A toxicidade do metanol é muito elevada. Volumes relativamente pequenos já são letais. Cerca de 10 mL de metanol puro podem ser suficientes para causar cegueira permanente, enquanto 30 mL podem levar ao óbito se não houver intervenção médica imediata. A mortalidade pode variar entre 20% e 40%, conforme a rapidez no diagnóstico e o acesso a tratamento especializado. Mesmo quando sobrevive, a vítima pode ficar com sequelas irreversíveis, como cegueira e comprometimento neurológico”, explica o médico. 

O tratamento precisa ser imediato e intensivo. Além do suporte médico, existe a aplicação de antídotos para a intoxicação, que evitam a conversão do metanol para outras substâncias tóxicas, reduzindo as consequências no organismo. A hemodiálise, procedimento que imita a função dos rins na filtragem do sangue, é uma das etapas indicadas em casos graves. Com diagnóstico precoce e tratamento adequado, muitos pacientes podem se recuperar plenamente, mas atrasos no manejo reduzem significativamente a perspectiva de sucesso.   

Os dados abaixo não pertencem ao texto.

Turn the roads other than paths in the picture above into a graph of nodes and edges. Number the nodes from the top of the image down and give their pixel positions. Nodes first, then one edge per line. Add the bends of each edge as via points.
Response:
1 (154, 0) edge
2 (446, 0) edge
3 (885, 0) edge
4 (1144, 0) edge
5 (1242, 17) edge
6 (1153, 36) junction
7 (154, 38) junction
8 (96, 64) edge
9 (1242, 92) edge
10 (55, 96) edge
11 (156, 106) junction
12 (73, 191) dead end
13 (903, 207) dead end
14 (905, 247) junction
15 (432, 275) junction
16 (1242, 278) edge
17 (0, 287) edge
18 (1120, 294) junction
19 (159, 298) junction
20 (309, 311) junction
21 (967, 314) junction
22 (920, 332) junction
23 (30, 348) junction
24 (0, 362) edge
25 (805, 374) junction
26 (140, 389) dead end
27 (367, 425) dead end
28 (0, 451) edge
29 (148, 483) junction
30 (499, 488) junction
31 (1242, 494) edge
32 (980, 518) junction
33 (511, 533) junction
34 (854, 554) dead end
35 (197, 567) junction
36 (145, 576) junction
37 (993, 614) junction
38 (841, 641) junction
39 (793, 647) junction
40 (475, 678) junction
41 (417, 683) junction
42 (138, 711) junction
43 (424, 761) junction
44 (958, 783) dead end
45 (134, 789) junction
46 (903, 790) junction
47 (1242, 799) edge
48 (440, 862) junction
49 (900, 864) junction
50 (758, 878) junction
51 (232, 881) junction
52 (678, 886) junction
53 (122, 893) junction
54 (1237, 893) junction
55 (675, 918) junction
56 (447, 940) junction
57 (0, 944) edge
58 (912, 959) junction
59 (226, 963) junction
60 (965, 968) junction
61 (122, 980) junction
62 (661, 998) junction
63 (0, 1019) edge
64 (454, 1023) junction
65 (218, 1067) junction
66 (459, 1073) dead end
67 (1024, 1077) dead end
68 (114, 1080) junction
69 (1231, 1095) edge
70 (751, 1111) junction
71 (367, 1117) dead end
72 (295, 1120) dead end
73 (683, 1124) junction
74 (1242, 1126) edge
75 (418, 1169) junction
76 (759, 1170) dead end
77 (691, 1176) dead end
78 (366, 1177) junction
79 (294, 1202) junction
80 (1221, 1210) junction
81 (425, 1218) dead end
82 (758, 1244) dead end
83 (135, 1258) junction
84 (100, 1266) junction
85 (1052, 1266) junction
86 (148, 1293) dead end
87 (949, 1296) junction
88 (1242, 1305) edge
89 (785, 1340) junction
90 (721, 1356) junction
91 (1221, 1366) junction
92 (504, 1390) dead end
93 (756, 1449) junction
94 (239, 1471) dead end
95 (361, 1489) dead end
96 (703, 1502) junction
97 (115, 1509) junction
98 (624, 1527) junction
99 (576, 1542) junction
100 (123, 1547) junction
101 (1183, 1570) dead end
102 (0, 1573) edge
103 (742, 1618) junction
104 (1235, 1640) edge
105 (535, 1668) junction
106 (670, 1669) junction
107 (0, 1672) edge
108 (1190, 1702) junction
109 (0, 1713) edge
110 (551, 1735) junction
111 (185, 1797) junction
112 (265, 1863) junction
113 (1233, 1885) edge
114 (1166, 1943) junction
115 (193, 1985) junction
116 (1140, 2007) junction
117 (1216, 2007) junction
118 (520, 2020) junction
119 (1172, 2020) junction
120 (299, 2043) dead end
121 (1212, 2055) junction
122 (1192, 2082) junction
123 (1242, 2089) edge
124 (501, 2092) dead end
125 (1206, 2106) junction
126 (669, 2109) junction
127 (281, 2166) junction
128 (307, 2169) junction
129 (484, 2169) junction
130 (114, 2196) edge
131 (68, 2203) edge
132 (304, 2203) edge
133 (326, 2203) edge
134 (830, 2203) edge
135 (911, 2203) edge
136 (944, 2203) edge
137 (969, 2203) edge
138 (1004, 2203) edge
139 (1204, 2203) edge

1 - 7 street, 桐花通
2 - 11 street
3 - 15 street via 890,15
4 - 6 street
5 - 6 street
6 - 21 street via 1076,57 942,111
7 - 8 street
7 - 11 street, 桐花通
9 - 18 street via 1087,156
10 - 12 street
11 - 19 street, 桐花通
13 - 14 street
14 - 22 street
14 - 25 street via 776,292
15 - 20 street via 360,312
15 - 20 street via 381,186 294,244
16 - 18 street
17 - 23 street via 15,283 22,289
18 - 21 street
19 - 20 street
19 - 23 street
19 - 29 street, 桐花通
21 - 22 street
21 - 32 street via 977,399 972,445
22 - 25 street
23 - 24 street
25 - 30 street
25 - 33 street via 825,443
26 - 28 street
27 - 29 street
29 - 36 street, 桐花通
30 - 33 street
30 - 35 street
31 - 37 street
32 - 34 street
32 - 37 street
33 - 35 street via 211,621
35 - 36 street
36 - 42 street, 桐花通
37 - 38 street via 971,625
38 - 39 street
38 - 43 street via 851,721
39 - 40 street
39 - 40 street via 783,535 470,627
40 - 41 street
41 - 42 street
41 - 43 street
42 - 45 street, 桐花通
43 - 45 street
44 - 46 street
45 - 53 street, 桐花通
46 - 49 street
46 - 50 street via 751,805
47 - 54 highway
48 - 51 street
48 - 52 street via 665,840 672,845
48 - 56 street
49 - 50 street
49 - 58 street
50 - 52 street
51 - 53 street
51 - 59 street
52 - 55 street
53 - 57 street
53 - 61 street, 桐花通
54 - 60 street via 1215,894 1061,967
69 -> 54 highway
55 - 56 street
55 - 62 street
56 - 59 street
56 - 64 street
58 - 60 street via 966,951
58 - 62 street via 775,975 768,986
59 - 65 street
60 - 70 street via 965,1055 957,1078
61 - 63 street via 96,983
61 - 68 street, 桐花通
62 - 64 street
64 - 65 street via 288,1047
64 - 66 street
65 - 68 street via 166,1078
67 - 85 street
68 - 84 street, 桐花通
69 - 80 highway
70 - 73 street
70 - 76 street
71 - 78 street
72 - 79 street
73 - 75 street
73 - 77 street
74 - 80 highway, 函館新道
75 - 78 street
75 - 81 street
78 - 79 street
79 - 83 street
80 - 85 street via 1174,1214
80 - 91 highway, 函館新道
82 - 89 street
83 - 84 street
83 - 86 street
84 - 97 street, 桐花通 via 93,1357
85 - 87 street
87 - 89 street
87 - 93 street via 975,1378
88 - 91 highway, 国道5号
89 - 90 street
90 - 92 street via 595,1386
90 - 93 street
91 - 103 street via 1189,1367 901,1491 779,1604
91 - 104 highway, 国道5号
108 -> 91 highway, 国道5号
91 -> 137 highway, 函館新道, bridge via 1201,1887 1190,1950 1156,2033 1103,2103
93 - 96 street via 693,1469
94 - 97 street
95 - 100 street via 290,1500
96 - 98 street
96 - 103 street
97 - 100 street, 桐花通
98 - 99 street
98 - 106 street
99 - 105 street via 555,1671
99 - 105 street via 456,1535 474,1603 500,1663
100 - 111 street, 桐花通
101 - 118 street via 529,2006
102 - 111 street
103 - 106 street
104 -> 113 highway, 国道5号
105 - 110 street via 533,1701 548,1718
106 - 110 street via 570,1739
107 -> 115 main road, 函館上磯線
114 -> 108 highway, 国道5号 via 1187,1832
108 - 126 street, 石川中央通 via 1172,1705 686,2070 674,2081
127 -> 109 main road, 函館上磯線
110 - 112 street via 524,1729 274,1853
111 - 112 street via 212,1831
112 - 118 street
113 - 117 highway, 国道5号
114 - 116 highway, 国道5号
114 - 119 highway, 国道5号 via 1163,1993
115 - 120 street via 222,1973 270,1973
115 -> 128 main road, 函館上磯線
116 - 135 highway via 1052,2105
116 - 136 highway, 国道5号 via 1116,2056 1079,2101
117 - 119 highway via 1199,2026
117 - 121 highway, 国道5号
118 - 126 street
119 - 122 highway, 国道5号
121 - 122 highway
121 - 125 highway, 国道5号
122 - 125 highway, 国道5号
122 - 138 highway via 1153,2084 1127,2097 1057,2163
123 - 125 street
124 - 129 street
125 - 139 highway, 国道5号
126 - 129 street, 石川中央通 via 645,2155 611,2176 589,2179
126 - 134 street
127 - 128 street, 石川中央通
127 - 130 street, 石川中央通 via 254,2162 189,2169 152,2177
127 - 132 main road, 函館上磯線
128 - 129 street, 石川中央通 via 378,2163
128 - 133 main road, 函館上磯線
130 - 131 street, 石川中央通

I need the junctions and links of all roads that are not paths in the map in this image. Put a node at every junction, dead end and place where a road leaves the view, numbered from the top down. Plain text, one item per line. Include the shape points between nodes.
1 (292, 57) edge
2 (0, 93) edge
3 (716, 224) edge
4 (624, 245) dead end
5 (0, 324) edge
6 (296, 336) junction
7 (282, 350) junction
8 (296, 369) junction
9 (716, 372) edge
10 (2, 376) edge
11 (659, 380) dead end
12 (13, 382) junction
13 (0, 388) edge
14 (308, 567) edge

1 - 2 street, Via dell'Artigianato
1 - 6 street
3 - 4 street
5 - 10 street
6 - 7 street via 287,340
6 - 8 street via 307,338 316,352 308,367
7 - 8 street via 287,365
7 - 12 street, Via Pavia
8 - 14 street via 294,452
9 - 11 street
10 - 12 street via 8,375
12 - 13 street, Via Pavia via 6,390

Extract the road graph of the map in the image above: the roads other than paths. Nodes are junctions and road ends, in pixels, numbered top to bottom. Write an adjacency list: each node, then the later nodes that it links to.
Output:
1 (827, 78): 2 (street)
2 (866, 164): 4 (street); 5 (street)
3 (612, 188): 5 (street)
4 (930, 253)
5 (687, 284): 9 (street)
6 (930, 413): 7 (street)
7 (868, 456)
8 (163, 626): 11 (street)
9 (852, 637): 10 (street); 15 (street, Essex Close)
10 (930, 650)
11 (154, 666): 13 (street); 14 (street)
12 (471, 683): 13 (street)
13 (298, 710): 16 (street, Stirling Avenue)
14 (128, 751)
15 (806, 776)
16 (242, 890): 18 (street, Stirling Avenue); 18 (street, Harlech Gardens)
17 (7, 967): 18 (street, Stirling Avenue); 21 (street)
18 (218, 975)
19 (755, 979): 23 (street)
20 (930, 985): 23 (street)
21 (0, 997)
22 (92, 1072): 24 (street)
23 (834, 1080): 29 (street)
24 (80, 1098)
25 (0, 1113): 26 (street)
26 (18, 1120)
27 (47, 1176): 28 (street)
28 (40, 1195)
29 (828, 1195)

“É uma corrida contra o tempo. A principal estratégia preventiva é evitar o consumo de bebidas alcoólicas de procedência desconhecida, sobretudo aquelas vendidas sem registro, em contextos de produção artesanal sem fiscalização sanitária. Preço muito abaixo do habitual, ausência de rótulo oficial, odor ou sabor estranhos, e relatos de sintomas após o consumo são sinais de alerta. No momento, ainda estamos com investigações em curso e, portanto, o consumo de bebidas destiladas, que são alvos mais frequentes de adulteração, deve ser evitado até que entendamos melhor a natureza e origem do problema”, conclui.